In your 1/24/2009 editorial on PERA pensions (P. 27) you claim that the 3.5% COLA that PERA pensioners receive is excessive. This claim by you is opinion, not fact. The fact is that PERA pensioners selected a retirement date based on many factors, including the COLA. For example, our 25-year post-retirement financial plan has, as one of its key elements, the 3.5% COLA. Any loss in the COLA amount ruins the projections and, being on fixed incomes, puts our retirement in jeopardy. We were told, in the decades before our retirement, that retirement benefits were part of our total compensation package. Our salaries, back in those days, were quite low so a good retirement income became part of the incentive to teach. There are also some severe cost escalation issues making it essential that the COLA be retained. The most outrageous example, for us, is that our monthly medical insurance costs just went up 26%, and this is not the first year that happened. Perhaps, at some point, PERA will have to reduce the COLA but that should be the last thing to go for existing retirees who have little or no hope of finding supplemental income through work in these parlous times.

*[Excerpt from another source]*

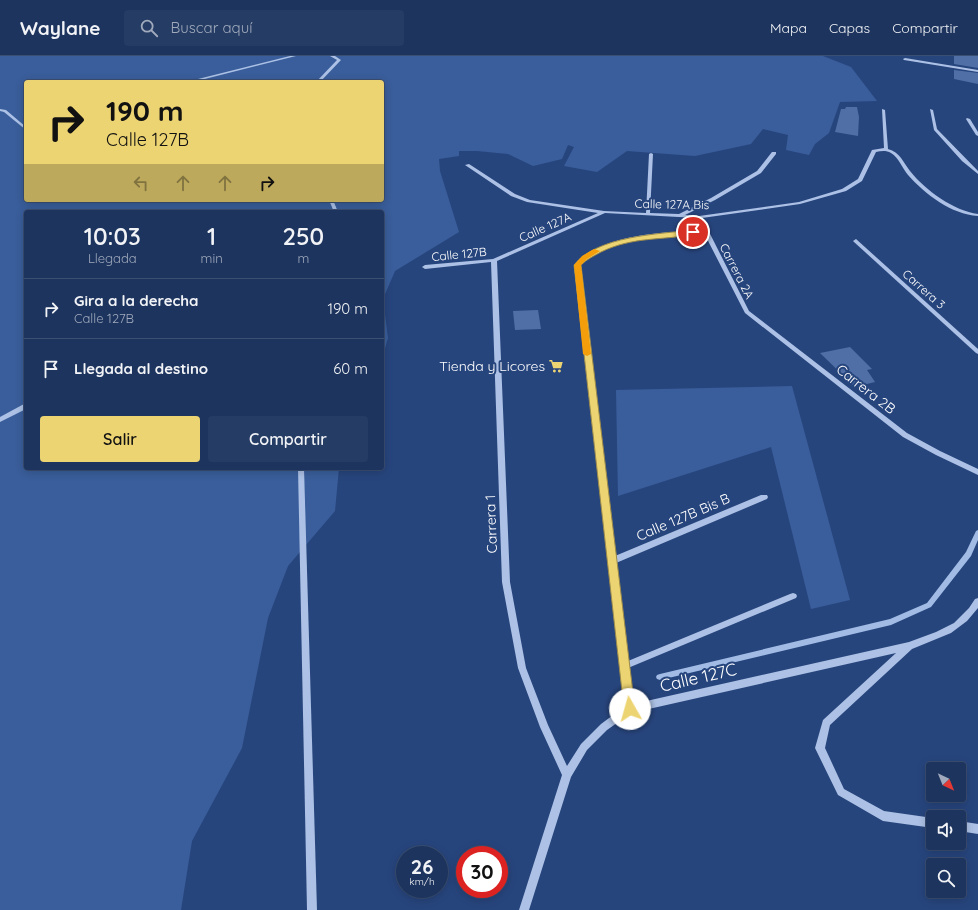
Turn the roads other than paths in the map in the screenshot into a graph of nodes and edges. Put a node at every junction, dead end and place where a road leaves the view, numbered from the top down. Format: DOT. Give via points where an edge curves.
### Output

Hopefully, when you are a pensioner, you will understand how fine a financial line the already-retired must walk.


Rocky Mountain News
Mike Rosen at it again

This letter has not been edited
Michael Campbell, Longmont
Published February 12, 2009 at 6 p.m.

Mike Rosen is at it again with his insulting assault on public employees. Debating the soundness of PERA is legitimate, but insinuating yet again that those in the public sector are out to goldbrick off the taxpayer is just mean spirited nonsense. Rosen conveniently leaves out facts such as, public employees don’t receive Social Security, don’t have a choice in where their retirement funds go, and don’t get to argue when the legislature cancels yearly wage increases—as measly as they may be. Salary increases to state employees are routinely axed partially or completely in time of tight budgets. As in this year and next year — and several others in the past.

In fact, all retirement plans have taken a big hit recently. What has happened to PERA is not because of the benefits offered, or the features of the plan, but a general failure of the overall financial system in this country. A system, I might add, that Mr. Rosen has always championed.

But the most insulting words out of Rosen’s mouth are these. “Among the things that attract some people to government employment are greater job security and lower pressure and performance standards than in the private sector.” Hogwash. I doubt that state troopers, judges, or school teachers would will take kindly to that kind of neocon sentiment.

Mike Rosen is always upfront about his bias against government and the public sector. So, expect misleading arguments based on half truths to bolster his very general claims. Typical.